Burberry Group Plc chose Jonathan Akeroyd from Italian fashion house Gianni Versace SpA as its new chief executive officer, tapping a proven turnaround expert to continue the trench coat maker’s push to become a top-tier luxury label.
Akeroyd, a 54-year-old Briton who led the revival of Alexander McQueen before taking over at Versace, will join the British brand in April. He’ll replace Marco Gobbetti, who is leaving to run Salvatore Ferragamo SpA.
Akeroyd would earn an annual salary of 1.1 million pounds ($1.5 million) plus bonuses, and would be granted cash and share payments worth about 6 million pounds for incentives he forfeits at Versace, Burberry said.
The appointment ends months of uncertainty at the 165-year-old group, which had been searching for a replacement for Gobbetti since June, when he announced his shock departure mid-way into a multi-year turnaround plan to take the brand further upmarket.
Akeroyd will take over in the midst of a turnaround at Burberry, with Gobbetti’s plan to elevate the label’s image showing progress but still incomplete. In the past, the fashion house was seen as a mid-market luxury brand, lacking the diversification of industry giant LVMH, whose products range from Louis Vuitton bags to Dom Perignon Champagne.
Shares in Burberry, which have extended losses since the announcement of Gobbetti’s departure and were trading down 19 per cent on June levels, were up slightly on Wednesday.
Burberry, known for its trench coats, trademark plaid and TB monogram, said Akeroyd, a 54-year-old Briton, was the right choice to build on its creative heritage.
“Jonathan is an experienced leader with a strong track record in building global luxury fashion brands and driving profitable growth,” Burberry Chair Gerry Murphy said.
Akeroyd accelerated growth during his five years at Italy’s Versace and oversaw the sale of the house, known for its opulent, ostentatious style, to US group Michael Kors, now known as Capri Holdings, in 2018.
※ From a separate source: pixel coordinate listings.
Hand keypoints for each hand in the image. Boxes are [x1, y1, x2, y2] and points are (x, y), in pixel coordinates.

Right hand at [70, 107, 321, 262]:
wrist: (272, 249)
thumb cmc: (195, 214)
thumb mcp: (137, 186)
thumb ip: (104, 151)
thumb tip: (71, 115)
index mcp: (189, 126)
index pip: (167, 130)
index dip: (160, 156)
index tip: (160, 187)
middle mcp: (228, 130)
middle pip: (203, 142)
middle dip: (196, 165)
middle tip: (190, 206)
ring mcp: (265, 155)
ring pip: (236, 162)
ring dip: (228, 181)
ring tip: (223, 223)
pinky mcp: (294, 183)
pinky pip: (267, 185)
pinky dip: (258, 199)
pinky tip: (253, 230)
Versace’s revenues rebounded in the latest quarter reported, with revenue of $240 million up 158 per cent year on year and a return to profit after the Covid-19 impact a year earlier.
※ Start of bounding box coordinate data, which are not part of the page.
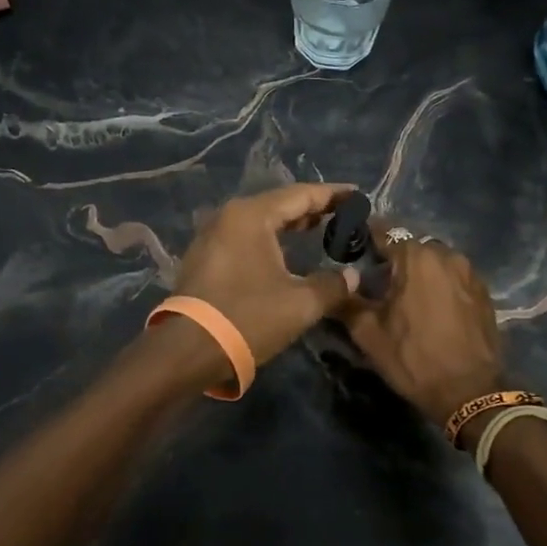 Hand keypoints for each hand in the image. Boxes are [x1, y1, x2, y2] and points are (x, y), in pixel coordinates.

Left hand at [169, 184, 360, 366]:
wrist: (188, 351)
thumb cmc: (248, 317)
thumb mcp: (300, 303)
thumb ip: (333, 285)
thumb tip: (353, 275)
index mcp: (251, 215)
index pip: (301, 195)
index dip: (332, 195)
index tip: (358, 194)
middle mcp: (229, 216)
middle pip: (279, 204)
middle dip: (312, 209)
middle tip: (344, 214)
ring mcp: (212, 236)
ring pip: (261, 222)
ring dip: (290, 225)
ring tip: (321, 229)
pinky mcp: (205, 258)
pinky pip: (246, 238)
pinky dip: (271, 239)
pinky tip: (287, 252)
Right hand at [340, 233, 505, 427]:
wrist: (470, 392)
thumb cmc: (414, 359)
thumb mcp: (369, 334)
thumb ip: (347, 302)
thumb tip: (335, 285)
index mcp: (416, 257)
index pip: (385, 233)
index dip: (365, 238)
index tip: (352, 249)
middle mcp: (446, 255)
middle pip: (412, 246)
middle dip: (394, 258)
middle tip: (377, 281)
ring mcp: (470, 272)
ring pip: (435, 261)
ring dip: (419, 271)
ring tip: (405, 295)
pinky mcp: (484, 292)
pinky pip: (454, 277)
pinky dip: (440, 284)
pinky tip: (431, 307)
However, its pre-pandemic annual sales of $843 million are still well below a $2 billion target set by Capri for the brand.
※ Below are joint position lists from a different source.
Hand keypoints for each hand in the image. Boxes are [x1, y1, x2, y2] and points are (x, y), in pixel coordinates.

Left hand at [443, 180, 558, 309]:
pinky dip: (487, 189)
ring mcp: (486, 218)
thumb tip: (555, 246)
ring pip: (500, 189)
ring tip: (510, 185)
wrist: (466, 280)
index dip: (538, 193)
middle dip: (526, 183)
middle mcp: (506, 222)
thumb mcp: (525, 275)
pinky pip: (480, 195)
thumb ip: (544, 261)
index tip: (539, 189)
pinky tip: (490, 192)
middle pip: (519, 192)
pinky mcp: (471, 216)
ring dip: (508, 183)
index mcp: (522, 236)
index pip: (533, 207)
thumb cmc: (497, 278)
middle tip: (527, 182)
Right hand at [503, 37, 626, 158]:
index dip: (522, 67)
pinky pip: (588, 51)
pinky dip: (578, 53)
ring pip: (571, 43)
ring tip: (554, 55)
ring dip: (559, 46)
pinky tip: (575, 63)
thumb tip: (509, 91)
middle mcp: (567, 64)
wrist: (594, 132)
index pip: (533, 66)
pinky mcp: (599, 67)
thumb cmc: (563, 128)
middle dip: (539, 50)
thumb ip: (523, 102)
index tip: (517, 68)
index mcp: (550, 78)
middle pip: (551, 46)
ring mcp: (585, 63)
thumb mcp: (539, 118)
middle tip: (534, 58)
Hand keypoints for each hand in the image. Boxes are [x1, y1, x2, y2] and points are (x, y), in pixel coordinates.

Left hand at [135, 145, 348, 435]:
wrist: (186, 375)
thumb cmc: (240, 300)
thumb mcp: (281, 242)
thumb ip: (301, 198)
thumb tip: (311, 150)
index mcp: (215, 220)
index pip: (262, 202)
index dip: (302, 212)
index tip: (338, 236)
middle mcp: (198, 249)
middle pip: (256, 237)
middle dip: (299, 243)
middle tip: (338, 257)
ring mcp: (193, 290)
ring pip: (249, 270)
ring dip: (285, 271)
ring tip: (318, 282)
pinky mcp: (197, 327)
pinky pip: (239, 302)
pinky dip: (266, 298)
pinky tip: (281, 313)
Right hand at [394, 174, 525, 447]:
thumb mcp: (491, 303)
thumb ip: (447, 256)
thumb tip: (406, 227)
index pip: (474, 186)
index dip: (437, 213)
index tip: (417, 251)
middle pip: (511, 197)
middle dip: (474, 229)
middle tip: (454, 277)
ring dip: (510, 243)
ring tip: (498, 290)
Akeroyd, who ran Alexander McQueen from 2004 to 2016, led the brand through the turbulent period following the death of its eponymous founder in 2010, tapping Sarah Burton as creative director. The label got a public boost when Kate Middleton wore an Alexander McQueen dress for her wedding to Prince William the following year. Akeroyd also led an extensive store expansion.
“He did the groundwork that allowed Alexander McQueen to take off,” said Luca Solca, an analyst at Sanford C Bernstein.
Berenberg analysts said Akeroyd had “lots of luxury CEO experience of leading houses — as well as brand turnarounds”.
But UBS analysts were more solemn in their note. “The timing of his start date suggests Burberry is unlikely to present an updated strategy until Q3/Q4 2022 at the earliest, thus delaying its turnaround even further,” they wrote.
Like other luxury brands, Burberry was hit by Covid-19, but it has recovered, driven by demand in Asia.
It said in July its like-for-like sales had risen above pre-pandemic levels, driven by new, younger fans of Riccardo Tisci, the designer who Gobbetti brought in to revitalise the brand and who investors are relieved is staying put.
Gobbetti’s departure was described as a personal decision to return to Italy, where he will lead the Italian luxury goods group Ferragamo.